* **TASK GOAL**
In the records below, some lines contain the word "where". Copy each of them.

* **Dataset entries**
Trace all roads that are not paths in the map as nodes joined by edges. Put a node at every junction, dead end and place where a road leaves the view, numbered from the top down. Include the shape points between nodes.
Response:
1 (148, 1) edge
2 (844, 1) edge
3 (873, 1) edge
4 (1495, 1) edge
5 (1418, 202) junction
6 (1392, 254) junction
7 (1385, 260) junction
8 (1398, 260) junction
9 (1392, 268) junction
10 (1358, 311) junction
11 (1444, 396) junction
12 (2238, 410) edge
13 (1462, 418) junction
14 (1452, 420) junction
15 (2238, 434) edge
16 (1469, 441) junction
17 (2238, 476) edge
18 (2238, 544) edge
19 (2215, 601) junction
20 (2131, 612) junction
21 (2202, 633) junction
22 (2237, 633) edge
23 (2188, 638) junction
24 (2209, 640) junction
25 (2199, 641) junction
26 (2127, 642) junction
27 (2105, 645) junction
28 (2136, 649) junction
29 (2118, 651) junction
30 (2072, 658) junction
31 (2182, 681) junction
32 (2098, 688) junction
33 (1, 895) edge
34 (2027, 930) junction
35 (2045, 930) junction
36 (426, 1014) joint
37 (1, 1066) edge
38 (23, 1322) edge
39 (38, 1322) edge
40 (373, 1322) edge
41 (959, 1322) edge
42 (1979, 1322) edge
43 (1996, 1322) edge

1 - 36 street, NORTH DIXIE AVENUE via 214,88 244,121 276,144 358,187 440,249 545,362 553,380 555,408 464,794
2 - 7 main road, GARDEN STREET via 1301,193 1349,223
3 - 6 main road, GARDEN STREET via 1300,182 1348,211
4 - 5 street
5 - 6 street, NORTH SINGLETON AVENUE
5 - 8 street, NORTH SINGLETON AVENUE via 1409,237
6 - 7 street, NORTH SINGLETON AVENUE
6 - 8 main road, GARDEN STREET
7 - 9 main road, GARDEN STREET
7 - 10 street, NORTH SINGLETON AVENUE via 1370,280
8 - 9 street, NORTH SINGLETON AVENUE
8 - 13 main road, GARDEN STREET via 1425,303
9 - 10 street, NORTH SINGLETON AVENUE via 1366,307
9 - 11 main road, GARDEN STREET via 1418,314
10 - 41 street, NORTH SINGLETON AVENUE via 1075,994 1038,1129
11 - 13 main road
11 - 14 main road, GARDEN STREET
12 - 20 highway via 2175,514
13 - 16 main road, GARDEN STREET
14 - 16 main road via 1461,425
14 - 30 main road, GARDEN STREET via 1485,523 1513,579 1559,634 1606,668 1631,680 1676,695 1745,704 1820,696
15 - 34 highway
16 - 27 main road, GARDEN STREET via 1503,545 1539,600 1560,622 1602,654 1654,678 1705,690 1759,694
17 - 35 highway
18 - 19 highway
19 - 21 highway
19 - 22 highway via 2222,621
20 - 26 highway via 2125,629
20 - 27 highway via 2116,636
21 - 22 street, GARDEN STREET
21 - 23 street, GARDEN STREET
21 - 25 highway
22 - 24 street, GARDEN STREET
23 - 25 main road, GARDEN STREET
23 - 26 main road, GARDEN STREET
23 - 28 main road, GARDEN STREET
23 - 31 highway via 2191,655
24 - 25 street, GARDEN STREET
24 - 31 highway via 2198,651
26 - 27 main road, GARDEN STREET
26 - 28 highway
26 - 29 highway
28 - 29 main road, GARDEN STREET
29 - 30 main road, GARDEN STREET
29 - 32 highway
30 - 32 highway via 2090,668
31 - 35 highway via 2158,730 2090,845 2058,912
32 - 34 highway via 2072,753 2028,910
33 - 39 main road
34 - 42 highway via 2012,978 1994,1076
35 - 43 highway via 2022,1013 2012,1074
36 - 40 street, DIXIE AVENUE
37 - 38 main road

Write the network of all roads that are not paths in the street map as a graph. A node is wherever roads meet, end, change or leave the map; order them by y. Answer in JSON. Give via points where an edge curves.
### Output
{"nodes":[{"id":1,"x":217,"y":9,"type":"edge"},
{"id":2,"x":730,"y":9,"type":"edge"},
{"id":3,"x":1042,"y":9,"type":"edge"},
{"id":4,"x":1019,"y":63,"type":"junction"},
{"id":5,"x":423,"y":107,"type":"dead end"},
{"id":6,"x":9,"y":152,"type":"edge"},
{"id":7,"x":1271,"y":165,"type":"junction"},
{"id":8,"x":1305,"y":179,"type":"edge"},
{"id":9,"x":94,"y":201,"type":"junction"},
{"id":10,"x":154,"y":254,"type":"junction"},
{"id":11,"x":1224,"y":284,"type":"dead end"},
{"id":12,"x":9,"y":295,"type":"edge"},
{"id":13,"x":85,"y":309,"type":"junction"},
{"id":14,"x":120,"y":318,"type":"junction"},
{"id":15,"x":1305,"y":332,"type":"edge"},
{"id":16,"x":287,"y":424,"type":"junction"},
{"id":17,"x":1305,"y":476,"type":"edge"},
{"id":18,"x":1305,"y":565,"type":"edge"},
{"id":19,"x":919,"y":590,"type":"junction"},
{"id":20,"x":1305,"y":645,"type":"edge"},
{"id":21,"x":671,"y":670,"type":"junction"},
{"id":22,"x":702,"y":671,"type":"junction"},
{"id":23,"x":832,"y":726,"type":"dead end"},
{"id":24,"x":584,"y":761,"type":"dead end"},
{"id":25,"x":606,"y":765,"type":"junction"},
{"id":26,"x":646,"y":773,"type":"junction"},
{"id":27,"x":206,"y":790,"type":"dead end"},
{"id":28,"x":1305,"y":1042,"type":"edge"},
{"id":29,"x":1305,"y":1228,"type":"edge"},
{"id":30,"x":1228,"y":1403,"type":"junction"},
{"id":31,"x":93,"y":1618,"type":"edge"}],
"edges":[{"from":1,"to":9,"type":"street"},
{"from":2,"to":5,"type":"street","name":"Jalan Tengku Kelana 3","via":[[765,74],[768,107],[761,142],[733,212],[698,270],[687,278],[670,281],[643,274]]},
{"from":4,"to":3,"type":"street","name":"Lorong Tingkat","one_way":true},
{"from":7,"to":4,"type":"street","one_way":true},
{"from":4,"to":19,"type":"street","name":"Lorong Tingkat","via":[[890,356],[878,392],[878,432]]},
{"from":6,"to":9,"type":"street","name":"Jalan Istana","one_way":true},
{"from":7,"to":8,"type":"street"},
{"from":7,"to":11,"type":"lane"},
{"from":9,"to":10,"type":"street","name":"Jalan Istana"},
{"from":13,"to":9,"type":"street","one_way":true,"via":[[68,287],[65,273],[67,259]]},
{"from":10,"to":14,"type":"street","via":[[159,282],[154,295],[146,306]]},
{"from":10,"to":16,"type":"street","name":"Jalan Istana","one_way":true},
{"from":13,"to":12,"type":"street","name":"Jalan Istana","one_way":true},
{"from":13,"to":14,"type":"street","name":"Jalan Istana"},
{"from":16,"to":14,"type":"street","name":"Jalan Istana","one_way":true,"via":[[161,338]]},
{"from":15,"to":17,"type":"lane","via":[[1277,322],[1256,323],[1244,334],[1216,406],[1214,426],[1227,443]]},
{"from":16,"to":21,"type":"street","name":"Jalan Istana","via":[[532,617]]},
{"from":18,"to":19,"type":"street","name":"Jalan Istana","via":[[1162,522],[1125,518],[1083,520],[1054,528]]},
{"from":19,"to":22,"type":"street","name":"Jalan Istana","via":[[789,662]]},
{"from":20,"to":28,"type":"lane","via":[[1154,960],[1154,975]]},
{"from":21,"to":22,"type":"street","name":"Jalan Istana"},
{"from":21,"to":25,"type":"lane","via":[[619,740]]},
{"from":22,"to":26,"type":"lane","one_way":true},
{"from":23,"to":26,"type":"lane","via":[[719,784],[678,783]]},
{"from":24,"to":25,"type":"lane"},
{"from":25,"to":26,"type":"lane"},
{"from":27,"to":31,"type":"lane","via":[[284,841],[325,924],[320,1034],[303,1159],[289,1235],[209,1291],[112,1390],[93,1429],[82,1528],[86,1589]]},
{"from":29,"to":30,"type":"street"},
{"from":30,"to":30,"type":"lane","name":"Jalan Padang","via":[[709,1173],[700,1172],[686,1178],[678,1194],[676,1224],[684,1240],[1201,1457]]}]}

* **SOLUTION TO THE PROBLEM**
Trace all roads that are not paths in the map as nodes joined by edges. Put a node at every junction, dead end and place where a road leaves the view, numbered from the top down. Include the shape points between nodes.
Write the network of all roads that are not paths in the street map as a graph. A node is wherever roads meet, end, change or leave the map; order them by y. Answer in JSON. Give via points where an edge curves.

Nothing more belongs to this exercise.